Once all the necessary steps were taken to determine the location for the building, and the estimate and plan had been prepared, the commander of the Fortress requested that the central authority speed up the approval of the documents. This would allow construction to begin promptly, with the foundation and structure completed up to the roof during the summer, and the building finished the following year. By 1754, just one year after the decision to build the hospital, it was completed up to the ground floor.
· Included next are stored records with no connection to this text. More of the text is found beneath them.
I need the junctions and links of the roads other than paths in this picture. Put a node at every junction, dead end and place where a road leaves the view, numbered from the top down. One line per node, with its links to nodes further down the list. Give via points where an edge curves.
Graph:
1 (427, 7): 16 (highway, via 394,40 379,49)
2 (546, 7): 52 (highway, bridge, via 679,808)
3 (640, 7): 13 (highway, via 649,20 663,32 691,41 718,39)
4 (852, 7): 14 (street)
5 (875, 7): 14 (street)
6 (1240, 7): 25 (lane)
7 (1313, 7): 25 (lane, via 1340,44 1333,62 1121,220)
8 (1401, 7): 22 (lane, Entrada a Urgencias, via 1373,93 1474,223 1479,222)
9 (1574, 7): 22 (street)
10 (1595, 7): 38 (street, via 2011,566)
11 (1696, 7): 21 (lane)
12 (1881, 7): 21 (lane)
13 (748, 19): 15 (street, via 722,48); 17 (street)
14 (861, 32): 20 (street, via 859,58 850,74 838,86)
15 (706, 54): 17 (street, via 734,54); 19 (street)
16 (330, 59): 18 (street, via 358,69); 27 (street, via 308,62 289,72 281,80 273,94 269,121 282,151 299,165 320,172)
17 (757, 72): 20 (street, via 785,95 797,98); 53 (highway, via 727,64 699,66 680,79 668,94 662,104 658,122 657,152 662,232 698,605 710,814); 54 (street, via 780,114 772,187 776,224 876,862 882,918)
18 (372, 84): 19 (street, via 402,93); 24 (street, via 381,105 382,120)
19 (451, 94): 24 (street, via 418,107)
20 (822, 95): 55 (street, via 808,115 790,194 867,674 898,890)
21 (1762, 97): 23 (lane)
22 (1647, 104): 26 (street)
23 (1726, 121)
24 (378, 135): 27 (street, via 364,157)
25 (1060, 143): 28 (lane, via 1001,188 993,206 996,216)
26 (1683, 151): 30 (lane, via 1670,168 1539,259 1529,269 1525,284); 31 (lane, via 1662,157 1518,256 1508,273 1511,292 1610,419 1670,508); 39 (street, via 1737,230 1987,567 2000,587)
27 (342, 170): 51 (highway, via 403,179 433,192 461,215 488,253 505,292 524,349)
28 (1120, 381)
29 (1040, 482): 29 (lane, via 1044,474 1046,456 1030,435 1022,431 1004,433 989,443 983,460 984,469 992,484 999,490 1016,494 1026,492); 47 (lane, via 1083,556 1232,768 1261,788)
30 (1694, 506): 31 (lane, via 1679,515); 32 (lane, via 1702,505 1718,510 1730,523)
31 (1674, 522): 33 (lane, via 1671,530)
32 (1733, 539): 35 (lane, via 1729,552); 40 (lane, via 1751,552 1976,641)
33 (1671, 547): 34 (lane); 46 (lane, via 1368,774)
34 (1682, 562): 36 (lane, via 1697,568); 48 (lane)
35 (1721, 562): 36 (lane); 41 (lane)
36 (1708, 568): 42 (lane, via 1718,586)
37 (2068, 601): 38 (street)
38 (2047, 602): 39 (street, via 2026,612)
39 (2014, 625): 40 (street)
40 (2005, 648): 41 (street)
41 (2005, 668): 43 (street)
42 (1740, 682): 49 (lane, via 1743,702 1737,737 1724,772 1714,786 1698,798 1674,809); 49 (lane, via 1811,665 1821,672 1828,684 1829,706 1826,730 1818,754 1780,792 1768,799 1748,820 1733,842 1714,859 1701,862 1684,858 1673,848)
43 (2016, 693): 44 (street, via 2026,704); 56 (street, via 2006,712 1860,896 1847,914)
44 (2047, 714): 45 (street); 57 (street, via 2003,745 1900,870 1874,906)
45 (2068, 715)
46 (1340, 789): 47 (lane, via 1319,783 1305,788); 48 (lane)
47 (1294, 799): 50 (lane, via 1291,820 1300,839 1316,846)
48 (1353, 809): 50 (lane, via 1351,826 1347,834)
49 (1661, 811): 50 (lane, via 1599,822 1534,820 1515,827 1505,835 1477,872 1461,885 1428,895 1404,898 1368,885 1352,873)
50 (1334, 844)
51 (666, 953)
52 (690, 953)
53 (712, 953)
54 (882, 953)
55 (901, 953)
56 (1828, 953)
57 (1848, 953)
From 1790 onwards, the hospital was struggling with financial problems. In 1805, many medicines were discontinued or replaced by substitutes. The situation was similar with the food in the hospital kitchen. In 1807, when wheat flour was no longer available, it was replaced by oat flour. Vegetables were grown in the barracks yard and along the fortress wall in order to be able to supply the kitchens with vegetables. In addition, there were inadequate hygienic conditions. The mortality rate in the hospital was 2.5%. In 1820, 40 of 1,649 patients died in the hospital.
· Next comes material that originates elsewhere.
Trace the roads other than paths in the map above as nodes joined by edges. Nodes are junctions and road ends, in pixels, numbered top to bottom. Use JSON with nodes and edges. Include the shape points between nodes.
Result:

In March 1815, the general command of Banat sought approval for expanding the hospital in Timișoara. A year later, the emperor responded with specific instructions to "ease finances," which included reusing wood from the old roof to cover the first floor (a method also used in other provinces like Bohemia and Poland) and employing craftsmen and laborers from the military. Additionally, the doctors at the hospital were required to attend advanced training courses at the Faculty of Medicine in Vienna.

A significant moment in the hospital's history occurred on 5 February 1847, when the first ether anesthesia was performed on the current territory of Romania. This took place just 112 days after the world's first such procedure in Boston. The procedure was carried out by Mathias Musil, with assistance from Chief Doctor Johann Siehs, who created an ether inhalation device based on designs from the London Medical Gazette. The patient was soldier Nicolae Muntean. At that time, the hospital was operating at full capacity, functioning as a true field hospital. Later, with the frontlines moved, its operations transitioned to that of an inland medical facility.
=== Post-war period ===
In August 1944, the military hospital was converted into a hospital of the 517th Company. Until 1945, the military hospital also had a department for wounded prisoners of war. Between 1948 and 1958, a third of the hospital was occupied by a Soviet air defense company. In 1959, the military hospital had a capacity of 300 beds.
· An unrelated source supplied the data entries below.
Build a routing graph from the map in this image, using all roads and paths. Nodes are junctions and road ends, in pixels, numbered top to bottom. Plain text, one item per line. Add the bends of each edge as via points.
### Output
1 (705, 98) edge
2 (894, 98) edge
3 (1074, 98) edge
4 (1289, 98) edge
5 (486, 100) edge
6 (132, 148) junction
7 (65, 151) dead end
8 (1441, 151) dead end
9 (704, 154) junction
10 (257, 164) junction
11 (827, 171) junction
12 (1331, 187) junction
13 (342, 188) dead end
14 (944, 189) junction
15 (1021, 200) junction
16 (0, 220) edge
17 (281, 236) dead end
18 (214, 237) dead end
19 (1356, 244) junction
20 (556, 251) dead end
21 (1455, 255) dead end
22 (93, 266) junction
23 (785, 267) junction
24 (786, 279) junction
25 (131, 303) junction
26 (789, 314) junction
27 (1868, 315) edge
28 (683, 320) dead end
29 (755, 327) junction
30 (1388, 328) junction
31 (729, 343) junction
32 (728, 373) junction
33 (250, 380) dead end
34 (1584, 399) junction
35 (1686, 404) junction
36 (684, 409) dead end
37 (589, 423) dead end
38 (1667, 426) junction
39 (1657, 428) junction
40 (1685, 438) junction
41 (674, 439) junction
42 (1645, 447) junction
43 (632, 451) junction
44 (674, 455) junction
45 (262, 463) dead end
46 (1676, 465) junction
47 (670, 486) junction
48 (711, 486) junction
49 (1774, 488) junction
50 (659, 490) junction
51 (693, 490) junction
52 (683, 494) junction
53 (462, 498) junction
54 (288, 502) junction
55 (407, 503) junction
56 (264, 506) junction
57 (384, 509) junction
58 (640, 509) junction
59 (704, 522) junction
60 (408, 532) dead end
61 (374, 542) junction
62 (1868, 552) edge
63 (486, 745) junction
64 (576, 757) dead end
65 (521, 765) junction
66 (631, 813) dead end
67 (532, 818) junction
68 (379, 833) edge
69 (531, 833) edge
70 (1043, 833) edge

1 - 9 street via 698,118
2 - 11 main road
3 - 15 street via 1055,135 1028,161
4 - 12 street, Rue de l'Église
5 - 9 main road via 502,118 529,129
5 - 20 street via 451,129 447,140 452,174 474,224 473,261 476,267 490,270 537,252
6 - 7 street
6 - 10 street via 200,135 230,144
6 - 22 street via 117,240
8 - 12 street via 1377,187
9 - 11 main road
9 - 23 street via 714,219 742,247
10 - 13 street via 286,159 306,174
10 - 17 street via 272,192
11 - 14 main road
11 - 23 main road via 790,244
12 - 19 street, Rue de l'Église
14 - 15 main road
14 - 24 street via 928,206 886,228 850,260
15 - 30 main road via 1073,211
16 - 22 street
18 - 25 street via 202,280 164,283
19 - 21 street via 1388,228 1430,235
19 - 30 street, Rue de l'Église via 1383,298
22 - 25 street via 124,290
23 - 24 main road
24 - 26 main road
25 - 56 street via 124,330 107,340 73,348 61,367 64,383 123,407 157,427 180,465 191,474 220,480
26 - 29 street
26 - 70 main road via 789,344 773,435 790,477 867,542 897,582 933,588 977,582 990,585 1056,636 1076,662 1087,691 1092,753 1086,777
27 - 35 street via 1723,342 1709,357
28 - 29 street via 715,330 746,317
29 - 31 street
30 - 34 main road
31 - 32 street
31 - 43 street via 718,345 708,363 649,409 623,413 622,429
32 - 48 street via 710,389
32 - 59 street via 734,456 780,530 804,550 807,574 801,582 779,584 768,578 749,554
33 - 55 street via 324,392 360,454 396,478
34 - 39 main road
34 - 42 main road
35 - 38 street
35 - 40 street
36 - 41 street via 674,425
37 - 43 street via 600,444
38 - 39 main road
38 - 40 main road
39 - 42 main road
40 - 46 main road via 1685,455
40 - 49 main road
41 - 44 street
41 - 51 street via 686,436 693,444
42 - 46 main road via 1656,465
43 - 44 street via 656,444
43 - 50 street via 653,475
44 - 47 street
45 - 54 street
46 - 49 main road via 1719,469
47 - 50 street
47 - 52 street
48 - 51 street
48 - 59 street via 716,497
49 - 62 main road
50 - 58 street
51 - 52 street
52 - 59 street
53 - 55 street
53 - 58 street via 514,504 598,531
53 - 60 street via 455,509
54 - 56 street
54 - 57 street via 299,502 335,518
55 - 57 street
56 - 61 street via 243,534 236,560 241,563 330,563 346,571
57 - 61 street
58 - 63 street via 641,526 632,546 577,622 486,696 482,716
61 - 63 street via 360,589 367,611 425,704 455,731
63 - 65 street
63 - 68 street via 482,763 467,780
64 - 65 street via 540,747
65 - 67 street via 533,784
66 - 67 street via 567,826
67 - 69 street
From 1969 to 1973, the first university clinic for internal medicine and the first surgical university clinic in Timișoara were established in the military hospital under the direction of Ana Aslan and Ion Făgărășanu. Here, Pius Brînzeu laid the foundation for vascular surgery.
=== Hospital building ===
The hospital building was constructed as a single floor structure between 1764 and 1766, with additional floors added between 1817 and 1818. After being bombed in 1849, it was renovated in 1894, during which most of its decorative elements, which defined its stylistic features, were removed. Only the robust, classicist-designed bossages, which rhythmically accentuate the facades, remain. The building is large, occupying an entire block bordered by Coriolan Brediceanu, Gheorghe Dima, Gheorghe Lazăr, and Mărășești streets, and includes three interconnected interior courtyards with passageways beneath the arches.